EmbarrassingHadrosaurus · 19/06/2022 15:25

But if they don't have a box for "Sex AAB"

eProgresa software has this information and that is the one that SNBTS uses to manage donors and donations.

OnceAgainWithFeeling · 19/06/2022 15:28

99.999999% sure this isn’t happening in Wales. (The medical director of the WBS knows the difference between men and women. ;))

Female blood can never be used in male patients. It can have fatal consequences. So they do ask and have to know the biological sex, however the individual presents. No assumptions are made by staff.
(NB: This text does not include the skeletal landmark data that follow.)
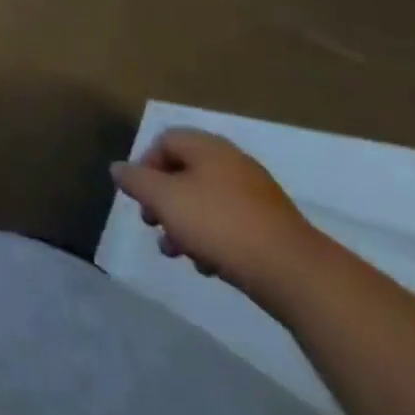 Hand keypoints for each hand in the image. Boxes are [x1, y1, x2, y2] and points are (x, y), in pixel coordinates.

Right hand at [110, 128, 320, 304]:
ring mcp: (256, 195)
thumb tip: (117, 168)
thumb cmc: (220, 224)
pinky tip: (208, 265)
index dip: (144, 165)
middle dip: (163, 200)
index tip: (139, 196)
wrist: (296, 274)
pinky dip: (212, 238)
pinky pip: (230, 223)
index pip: (164, 141)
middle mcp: (232, 163)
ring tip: (176, 252)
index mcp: (207, 147)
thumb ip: (136, 181)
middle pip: (184, 173)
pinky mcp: (272, 227)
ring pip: (205, 201)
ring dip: (184, 223)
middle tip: (152, 224)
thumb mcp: (165, 199) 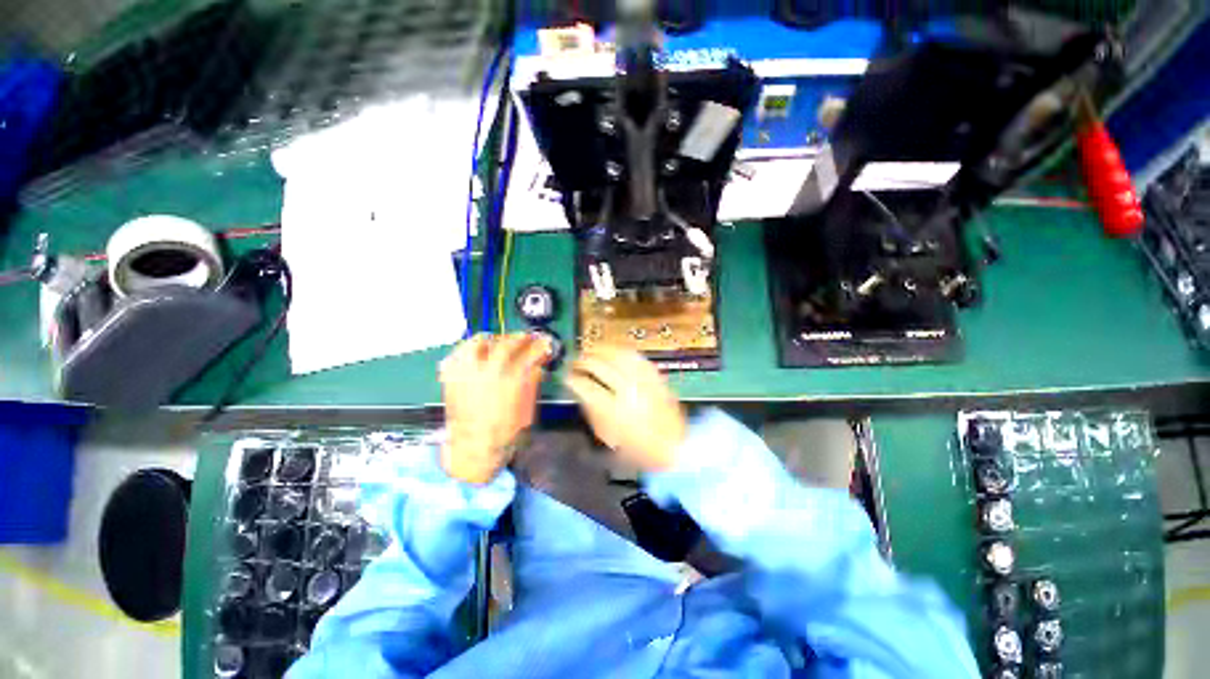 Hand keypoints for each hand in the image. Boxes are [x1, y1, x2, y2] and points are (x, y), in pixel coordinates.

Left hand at [439, 333, 551, 483]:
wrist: (473, 447)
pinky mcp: (450, 377)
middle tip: (525, 338)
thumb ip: (532, 382)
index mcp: (510, 383)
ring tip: (498, 342)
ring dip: (491, 339)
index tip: (544, 342)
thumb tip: (537, 364)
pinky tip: (475, 354)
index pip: (528, 355)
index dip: (539, 346)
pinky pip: (457, 354)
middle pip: (504, 344)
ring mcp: (465, 373)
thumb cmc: (505, 430)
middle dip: (518, 338)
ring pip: (476, 343)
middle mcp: (486, 373)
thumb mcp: (526, 407)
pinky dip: (467, 349)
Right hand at [563, 346, 686, 471]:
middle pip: (600, 366)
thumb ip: (592, 411)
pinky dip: (622, 351)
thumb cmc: (638, 449)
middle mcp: (629, 391)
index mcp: (614, 411)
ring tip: (592, 349)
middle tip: (575, 361)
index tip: (566, 376)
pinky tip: (615, 351)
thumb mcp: (609, 436)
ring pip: (618, 355)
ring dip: (602, 350)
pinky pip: (636, 357)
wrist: (675, 447)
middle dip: (583, 360)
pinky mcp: (656, 377)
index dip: (572, 378)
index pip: (586, 386)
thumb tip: (580, 390)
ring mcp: (644, 381)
crosshatching · 19/06/2022 15:28

I don't really understand about refusing to donate as a result of being asked a question. I did ask once when donating blood why the questionnaire was asking about gender not sex and asked the nurse about it. He told me about women only being called to donate three times a year as opposed to four and not being invited to donate platelets. I didn't really want to ask anymore about it as the nurse was so uncomfortable and clearly just wanted to say it was about making donors feel at ease. However, he did confirm that sex difference was important in blood donation.

It left me with more questions than answers to be honest, I hope a transman who is still menstruating wouldn't be called on more than three times a year to donate. I hope a transwoman who wanted to donate platelets wouldn't be denied the opportunity to do so. Maybe there's a chance for more in-depth discussion with the nurse when you're doing the finger prick etc before donating?